The average journal impact factor, provided by Thomson Reuters, for US articles published between 1998 and 2008 was 7.87. Using this measure, the US was ranked fifth among 28 countries. When evaluated with different periods, the impact factor of US publications improved from 6.31 in the period 1998–2001 to 7.45 in 2002–2005 and 8.10 in 2006–2008, respectively. The impact factor of US publications in RNAi research, however, declined. Although the impact factor of US publications was the highest among all countries by a large amount in period 1998–2001, the measure declined to levels similar to other countries in subsequent periods. So, these results indicated that US scientists' contribution to overall hESC research increased during this era.
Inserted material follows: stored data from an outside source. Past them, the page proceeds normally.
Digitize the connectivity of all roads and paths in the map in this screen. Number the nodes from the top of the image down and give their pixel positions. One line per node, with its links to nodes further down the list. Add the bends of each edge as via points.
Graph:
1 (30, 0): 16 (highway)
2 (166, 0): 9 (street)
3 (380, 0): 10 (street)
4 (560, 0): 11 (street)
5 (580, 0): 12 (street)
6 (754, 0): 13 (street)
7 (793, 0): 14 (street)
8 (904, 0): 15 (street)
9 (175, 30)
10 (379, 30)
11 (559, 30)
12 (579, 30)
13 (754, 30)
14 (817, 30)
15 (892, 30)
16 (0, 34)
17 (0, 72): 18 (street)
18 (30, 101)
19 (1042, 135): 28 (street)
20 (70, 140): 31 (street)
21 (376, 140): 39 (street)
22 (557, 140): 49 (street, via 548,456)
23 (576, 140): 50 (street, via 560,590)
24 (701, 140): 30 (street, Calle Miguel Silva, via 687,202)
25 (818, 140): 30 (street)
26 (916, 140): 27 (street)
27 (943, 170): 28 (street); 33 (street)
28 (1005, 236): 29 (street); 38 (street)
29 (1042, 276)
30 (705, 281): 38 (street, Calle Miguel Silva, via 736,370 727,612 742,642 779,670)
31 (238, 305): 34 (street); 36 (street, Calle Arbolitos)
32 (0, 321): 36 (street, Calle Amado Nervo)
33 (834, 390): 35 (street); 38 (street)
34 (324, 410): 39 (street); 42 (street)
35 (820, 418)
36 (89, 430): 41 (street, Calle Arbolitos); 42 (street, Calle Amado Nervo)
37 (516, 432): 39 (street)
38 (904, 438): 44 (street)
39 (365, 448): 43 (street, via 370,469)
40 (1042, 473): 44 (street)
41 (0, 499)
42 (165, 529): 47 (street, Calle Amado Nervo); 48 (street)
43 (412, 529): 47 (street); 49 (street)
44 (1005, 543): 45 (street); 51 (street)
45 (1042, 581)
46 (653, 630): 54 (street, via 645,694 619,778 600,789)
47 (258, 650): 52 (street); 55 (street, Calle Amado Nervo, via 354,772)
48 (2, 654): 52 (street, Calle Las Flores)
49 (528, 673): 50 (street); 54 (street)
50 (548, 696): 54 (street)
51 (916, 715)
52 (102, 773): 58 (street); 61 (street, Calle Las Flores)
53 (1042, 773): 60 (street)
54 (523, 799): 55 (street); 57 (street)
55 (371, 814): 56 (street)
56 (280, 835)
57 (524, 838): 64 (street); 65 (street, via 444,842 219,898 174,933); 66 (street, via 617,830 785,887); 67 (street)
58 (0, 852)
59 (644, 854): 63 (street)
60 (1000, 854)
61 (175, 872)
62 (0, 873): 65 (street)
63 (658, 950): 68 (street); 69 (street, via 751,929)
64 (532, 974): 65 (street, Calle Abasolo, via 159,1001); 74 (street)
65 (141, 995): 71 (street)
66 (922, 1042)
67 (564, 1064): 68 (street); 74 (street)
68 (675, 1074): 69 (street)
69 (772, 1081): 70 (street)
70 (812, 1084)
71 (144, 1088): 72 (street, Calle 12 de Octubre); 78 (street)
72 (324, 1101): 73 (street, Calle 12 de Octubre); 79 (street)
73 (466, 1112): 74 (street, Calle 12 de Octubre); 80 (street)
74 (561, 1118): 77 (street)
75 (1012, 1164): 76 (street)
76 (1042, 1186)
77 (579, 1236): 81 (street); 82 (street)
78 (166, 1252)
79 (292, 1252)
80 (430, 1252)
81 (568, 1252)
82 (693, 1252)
Research activities on subfields of hESC research

If that was the case, why was the US scientific community concerned that its advance in hESC research was being delayed by the Bush administration? Did the US scientific community overreact to the Bush policy, or did that policy have a genuinely negative impact on US performance in hESC research? If the Bush policy had a harmful effect on US performance, how could the US maintain its leading position?

The examination of research activities in the three hESC subfields shows that the Bush policy selectively influenced the US performance across the subfields; the policy seemed to delay US advance in derivation research, but not to influence US performance in non-derivation research such as differentiation. Moreover, the examination of three subfields shows that differentiation research accounted for most of the US advance in hESC research under the Bush administration. As can be seen in Figure 2, the US share of derivation research was 24.03%, which was 6.12 percentage points lower than the US share of overall hESC research. On the contrary, the US portion of differentiation research was 32.30%, which was 2.15 percentage points higher than the US portion of overall hESC research (See Table S5 for details). The binomial tests of proportions across hESC subfields show that US scientists contributed to derivation research significantly less (p value: 0.05) and to the differentiation research more (p value: 0.09) than they did to the overall hESC research (Table S3).

Figure 2. Percentage in Three hESC Research Subfields.

As Figure 1, top 10 countries were included in terms of percentage in hESC research. Y axis indicates percentage (%).

The negative effect of the restrictive policy on hESC derivation and the significance of hESC differentiation are conspicuous in time series patterns (Table S3). Although the US share of derivation research was 25% in the period between 1998 and 2001, the number decreased to 13.89% in the period between 2002 and 2005. However, the US share in differentiation and medical application research actually increased during the same periods (from 25 to 31.62% and from 25 to 32.73%, respectively). Especially, the US share in differentiation research continued increasing to 33.02% in period 2006–2008.

In contrast, countries regarded as catching up to the US in hESC research—for instance, China, Israel, and the UK—focused on derivation research. For instance, during the period between 1998 and 2008, the US generated 24.03% of derivation research publications, compared to 30.15% of overall hESC research publications. During the same period, China generated 13.64% of derivation research publications, although its share of overall hESC research articles was 9.41%; Israel published 11.69% of derivation research, while its portion of overall hESC research publication was 5.92%.

Interestingly, the Germany having the restrictive policy showed similar derivation research performance compared with that of the Sweden having the permissive policy between 1998 and 2008. This finding resulted from the fact that the derivation researches of the Germany were performed via international collaboration.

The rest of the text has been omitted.